* _What you should do_: Going through the entries below, copy out each line that contains "other".

* _Given entries_:

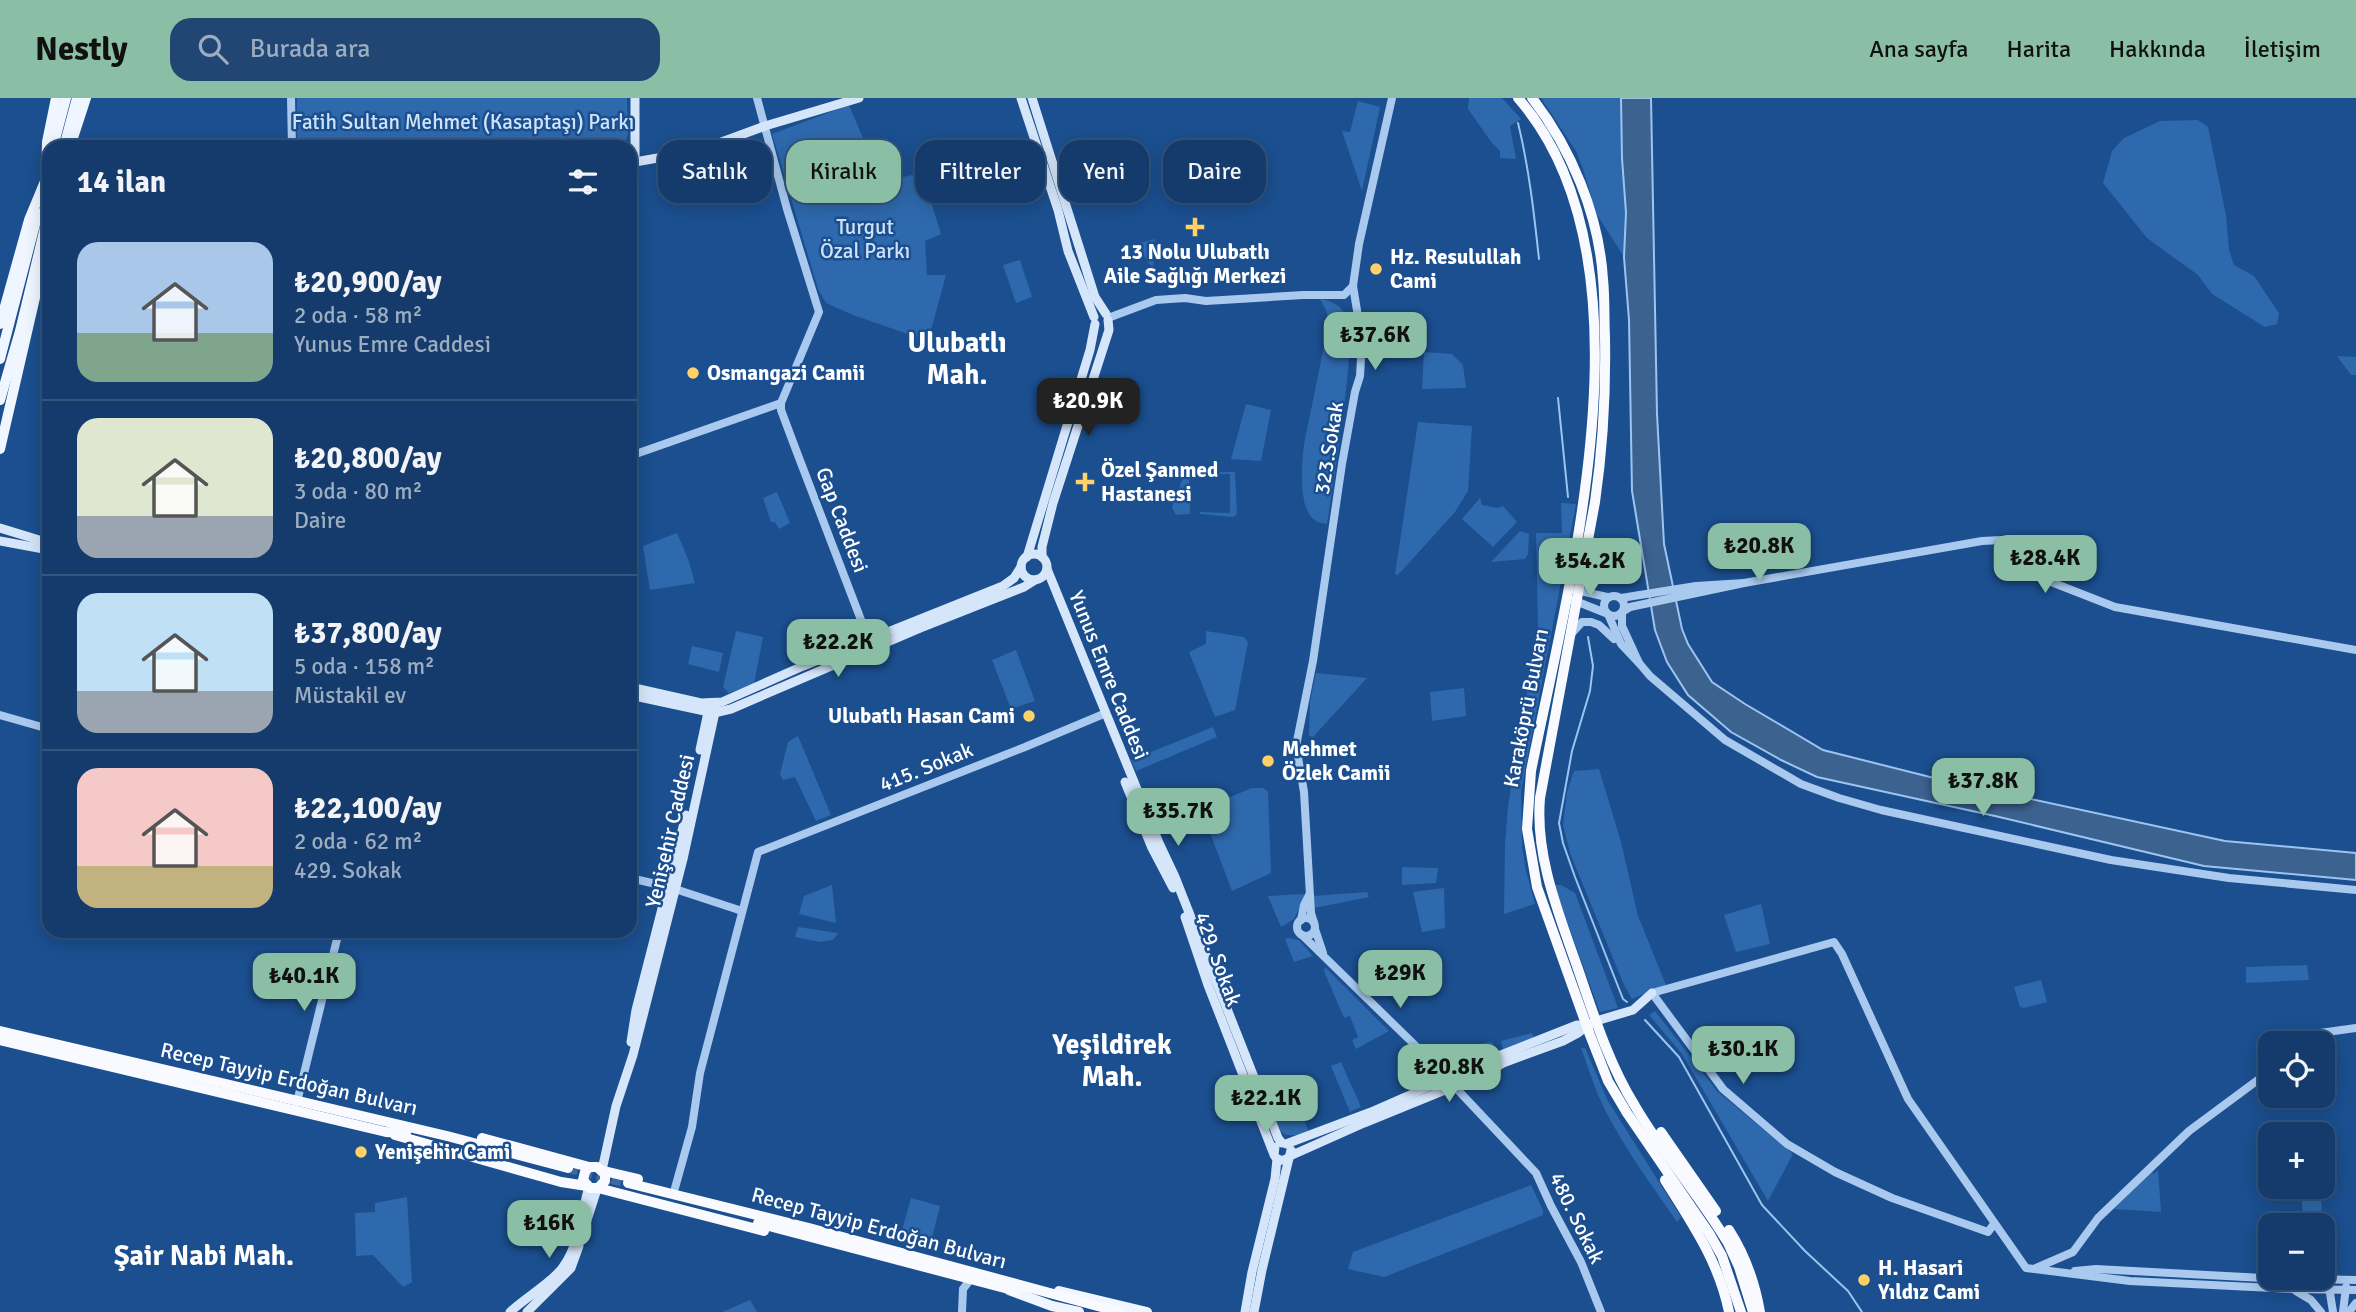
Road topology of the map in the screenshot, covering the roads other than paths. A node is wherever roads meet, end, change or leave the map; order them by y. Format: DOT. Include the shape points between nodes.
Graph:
--
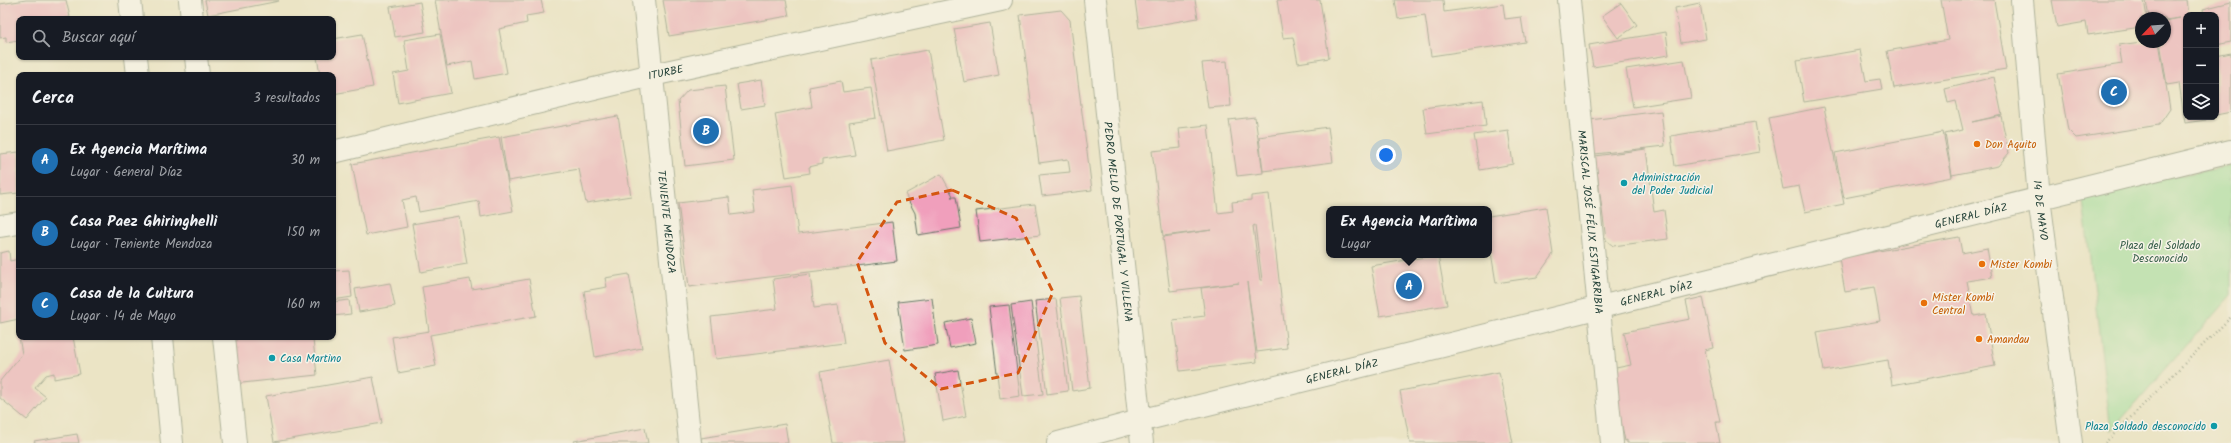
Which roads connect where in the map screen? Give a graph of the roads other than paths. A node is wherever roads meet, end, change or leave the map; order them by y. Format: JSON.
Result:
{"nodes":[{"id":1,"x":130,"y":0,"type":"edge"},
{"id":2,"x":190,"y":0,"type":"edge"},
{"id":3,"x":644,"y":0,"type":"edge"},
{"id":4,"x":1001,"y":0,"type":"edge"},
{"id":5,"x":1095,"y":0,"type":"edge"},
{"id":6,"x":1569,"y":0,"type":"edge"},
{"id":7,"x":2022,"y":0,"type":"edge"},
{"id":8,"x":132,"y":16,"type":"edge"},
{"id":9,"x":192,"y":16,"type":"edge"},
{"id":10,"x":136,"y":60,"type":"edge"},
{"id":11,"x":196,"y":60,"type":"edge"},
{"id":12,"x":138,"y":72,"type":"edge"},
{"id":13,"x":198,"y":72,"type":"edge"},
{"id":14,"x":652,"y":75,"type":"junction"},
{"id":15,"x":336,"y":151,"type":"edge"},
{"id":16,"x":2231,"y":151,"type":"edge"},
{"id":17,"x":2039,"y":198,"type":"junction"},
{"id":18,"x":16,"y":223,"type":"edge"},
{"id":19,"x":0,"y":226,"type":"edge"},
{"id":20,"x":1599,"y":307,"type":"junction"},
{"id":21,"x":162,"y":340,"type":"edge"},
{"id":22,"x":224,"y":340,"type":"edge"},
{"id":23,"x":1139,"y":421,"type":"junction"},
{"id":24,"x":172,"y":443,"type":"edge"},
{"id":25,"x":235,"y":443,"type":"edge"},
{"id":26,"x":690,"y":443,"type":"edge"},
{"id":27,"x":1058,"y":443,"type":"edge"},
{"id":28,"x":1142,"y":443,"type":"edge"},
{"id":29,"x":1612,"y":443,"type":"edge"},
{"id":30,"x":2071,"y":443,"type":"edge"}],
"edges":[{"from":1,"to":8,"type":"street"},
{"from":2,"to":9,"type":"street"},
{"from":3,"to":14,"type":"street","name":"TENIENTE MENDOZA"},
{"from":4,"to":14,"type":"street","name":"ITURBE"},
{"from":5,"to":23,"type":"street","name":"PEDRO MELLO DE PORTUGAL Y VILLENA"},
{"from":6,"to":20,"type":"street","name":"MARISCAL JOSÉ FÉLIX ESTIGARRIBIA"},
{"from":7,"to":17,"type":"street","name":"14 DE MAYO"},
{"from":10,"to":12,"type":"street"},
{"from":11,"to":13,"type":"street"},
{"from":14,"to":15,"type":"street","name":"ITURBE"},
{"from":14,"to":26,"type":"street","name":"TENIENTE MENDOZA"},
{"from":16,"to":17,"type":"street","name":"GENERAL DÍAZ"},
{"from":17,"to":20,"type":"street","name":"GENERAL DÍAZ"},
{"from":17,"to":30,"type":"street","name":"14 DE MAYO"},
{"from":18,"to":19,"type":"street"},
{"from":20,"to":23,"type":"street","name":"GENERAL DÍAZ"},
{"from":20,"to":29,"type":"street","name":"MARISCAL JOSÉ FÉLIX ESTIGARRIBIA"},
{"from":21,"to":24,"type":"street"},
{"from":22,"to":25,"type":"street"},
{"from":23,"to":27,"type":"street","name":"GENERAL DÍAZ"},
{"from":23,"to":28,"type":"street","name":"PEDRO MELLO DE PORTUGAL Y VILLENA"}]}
---
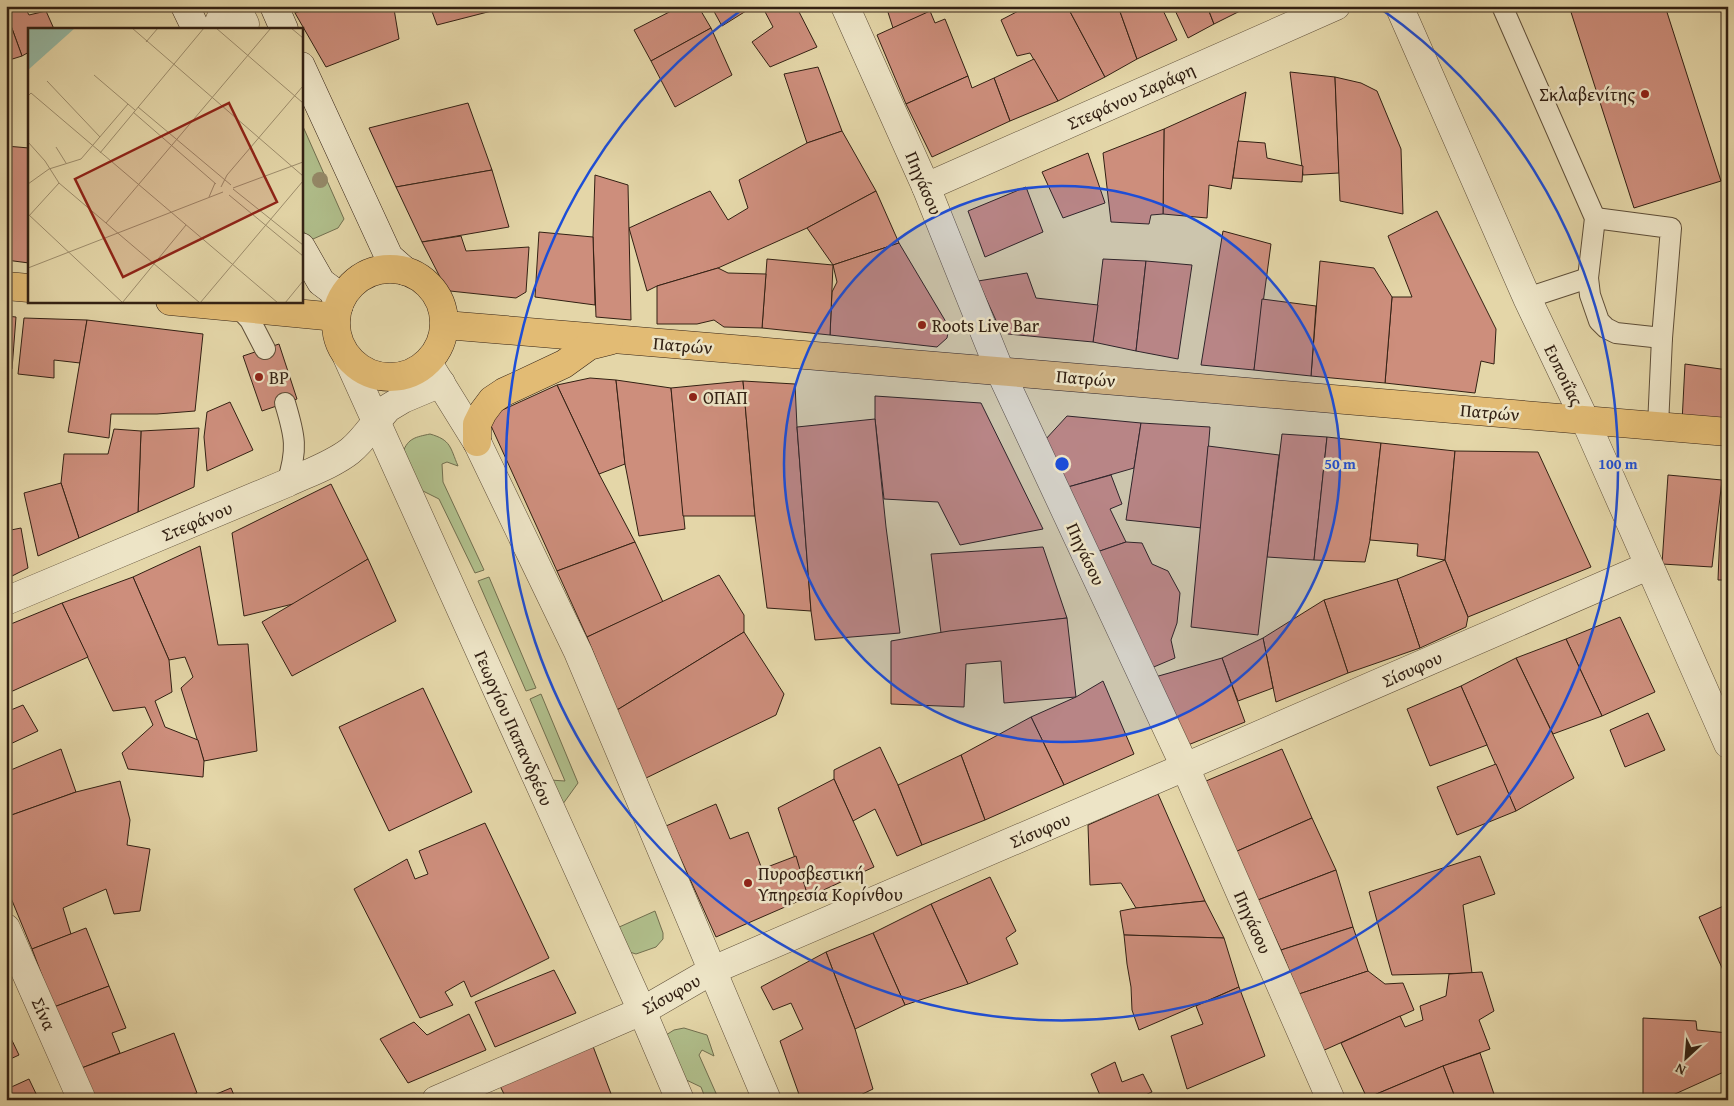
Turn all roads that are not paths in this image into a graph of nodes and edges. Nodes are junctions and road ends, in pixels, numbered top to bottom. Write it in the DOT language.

* _The completed task_:
Road topology of the map in the screenshot, covering the roads other than paths. A node is wherever roads meet, end, change or leave the map; order them by y. Format: DOT. Include the shape points between nodes.
Which roads connect where in the map screen? Give a graph of the roads other than paths. A node is wherever roads meet, end, change or leave the map; order them by y. Format: JSON.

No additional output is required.